If you look at Thrift/Protocol.hs (https://github.com/apache/thrift/blob/master/lib/hs/src/Thrift/Protocol.hs) and Thrift/Protocol/Binary.hs (https://github.com/apache/thrift/ blob/master/lib/hs/src/Thrift/Protocol/Binary.hs) you'll notice they are using Attoparsec to parse the binary header which consists of version :: Int32, a string, and the message size :: Int32.
First off it's strange (is it?) to use Attoparsec to read data that you already know the exact structure of. Second, in Protocol.hs, runParser reads from whatever transport protocol is being used 1 byte at a time!! and uses the Partial feature of Attoparsec and continuously reapplies the parser. Additionally, it appears they are going from a lazy ByteString to a strict ByteString then back to a lazy ByteString several times per parse. None of these things can be efficient.
I tried to do some modifications such as reading more than 1 byte at a time (but that just caused it to hang), to use tReadAll (from Transport.hs) to read the entire contents from the handle, but that hangs as well.
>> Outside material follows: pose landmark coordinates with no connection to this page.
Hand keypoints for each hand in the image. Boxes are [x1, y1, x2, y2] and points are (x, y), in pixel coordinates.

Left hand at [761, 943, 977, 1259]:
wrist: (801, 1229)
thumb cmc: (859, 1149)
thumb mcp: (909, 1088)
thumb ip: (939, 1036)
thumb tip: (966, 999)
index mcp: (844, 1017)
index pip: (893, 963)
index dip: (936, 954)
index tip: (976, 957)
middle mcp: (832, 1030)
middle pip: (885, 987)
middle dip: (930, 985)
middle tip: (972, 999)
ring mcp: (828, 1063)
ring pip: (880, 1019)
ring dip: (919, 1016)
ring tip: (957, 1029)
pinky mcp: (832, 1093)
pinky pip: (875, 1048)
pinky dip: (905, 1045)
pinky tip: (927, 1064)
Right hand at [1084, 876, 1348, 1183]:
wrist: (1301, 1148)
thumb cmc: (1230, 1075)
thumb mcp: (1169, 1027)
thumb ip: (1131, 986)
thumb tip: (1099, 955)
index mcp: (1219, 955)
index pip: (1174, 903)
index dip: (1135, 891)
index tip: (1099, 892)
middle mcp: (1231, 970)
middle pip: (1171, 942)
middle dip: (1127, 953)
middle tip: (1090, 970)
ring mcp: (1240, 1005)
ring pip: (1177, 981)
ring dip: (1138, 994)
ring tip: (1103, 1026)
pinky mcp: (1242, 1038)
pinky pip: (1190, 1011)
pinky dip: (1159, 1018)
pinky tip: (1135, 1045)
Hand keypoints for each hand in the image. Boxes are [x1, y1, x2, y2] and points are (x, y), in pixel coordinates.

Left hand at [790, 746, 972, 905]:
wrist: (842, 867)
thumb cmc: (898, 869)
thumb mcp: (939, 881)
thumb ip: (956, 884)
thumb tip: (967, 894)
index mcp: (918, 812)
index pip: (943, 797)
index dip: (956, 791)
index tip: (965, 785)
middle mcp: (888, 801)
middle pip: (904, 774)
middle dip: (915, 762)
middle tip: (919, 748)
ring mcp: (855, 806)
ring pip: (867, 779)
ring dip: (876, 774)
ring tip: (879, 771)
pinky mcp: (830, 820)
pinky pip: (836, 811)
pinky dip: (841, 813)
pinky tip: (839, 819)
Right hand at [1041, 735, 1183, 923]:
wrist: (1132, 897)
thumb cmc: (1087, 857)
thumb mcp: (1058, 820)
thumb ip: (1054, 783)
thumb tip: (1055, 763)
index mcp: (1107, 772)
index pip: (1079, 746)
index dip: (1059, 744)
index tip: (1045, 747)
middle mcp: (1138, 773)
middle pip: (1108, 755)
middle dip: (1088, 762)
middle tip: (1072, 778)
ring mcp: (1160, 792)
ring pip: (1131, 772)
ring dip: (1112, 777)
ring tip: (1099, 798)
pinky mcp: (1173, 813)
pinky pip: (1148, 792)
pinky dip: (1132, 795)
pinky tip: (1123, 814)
I also tried a few other things (such as using Data.Binary directly) that ended up causing exceptions to be thrown about "no more data to read" and other such things.
Is there a fundamental reason why the Trift code is performing so poorly and what is the more idiomatic and efficient way to do this? Appologies for the long question, I just wanted to make sure there was enough context and I'm really interested in making libraries like this for Haskell better.